Exploitation Abstraction

07 Apr 2017

Influenced from a nice challenge in PicoCTF 2017 (name of challenge withheld, since the contest is still under way)

WARNING: This note might seem simple/obvious to some readers, but it necessitates saying, since the layering wasn't crystal clear to me until very recently.

Of course, when programming, all of us use abstractions, whether they be classes and objects, or functions, or meta-functions, or polymorphism, or monads, or functors, or all that jazz. However, can we really have such a thing during exploitation? Obviously, we can exploit mistakes that are made in implementing the aforementioned abstractions, but here, I am talking about something different.

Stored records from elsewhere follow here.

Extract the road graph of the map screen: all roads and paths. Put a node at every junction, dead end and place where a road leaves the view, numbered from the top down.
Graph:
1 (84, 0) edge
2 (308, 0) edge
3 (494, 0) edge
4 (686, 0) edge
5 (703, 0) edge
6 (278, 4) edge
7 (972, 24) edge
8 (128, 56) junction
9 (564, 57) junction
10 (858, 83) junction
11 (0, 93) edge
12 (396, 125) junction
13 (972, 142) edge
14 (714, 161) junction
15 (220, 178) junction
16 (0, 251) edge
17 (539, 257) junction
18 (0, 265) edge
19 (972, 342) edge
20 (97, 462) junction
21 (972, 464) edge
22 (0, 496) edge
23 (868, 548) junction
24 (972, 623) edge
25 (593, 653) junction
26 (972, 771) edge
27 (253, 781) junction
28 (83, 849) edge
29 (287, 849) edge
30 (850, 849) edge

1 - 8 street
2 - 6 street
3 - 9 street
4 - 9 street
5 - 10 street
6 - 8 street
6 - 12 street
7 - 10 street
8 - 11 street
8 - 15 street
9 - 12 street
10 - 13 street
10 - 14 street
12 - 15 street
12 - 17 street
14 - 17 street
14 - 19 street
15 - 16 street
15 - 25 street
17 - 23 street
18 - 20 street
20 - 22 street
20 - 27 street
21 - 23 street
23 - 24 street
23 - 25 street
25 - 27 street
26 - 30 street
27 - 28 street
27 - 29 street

Across multiple CTFs, whenever I've written an exploit previously, it has been an ad-hoc exploit script that drops a shell. I use the amazing pwntools as a framework (for connecting to the service, and converting things, and DynELF, etc), but that's about it. Each exploit tended to be an ad-hoc way to work towards the goal of arbitrary code execution. However, this current challenge, as well as thinking about my previous note on "Advanced" Format String Exploitation, made me realize that I could layer my exploits in a consistent way, and move through different abstraction layers to finally reach the requisite goal.

As an example, let us consider the vulnerability to be a logic error, which lets us do a read/write of 4 bytes, somewhere in a small range after a buffer. We want to abuse this all the way to gaining code execution, and finally the flag.

In this scenario, I would consider this abstraction to be a short-distance-write-anything primitive. With this itself, obviously we cannot do much. Nevertheless, I make a small Python function vuln(offset, val). However, since just after the buffer, there may be some data/meta-data that might be useful, we can abuse this to build both read-anywhere and write-anything-anywhere primitives. This means, I write short Python functions that call the previously defined vuln() function. These get_mem(addr) and set_mem(addr, val) functions are made simply (in this current example) simply by using the vuln() function to overwrite a pointer, which can then be dereferenced elsewhere in the binary.

Now, after we have these get_mem() and set_mem() abstractions, I build an anti-ASLR abstraction, by basically leaking 2 addresses from the GOT through get_mem() and comparing against a libc database (thanks @niklasb for making the database). The offsets from these give me a libc_base reliably, which allows me to replace any function in the GOT with another from libc.

This has essentially given me control over EIP (the moment I can "trigger" one of those functions exactly when I want to). Now, all that remains is for me to call the trigger with the right parameters. So I set up the parameters as a separate abstraction, and then call trigger() and I have shell access on the system.

TL;DR: One can build small exploitation primitives (which do not have too much power), and by combining them and building a hierarchy of stronger primitives, we can gain complete execution.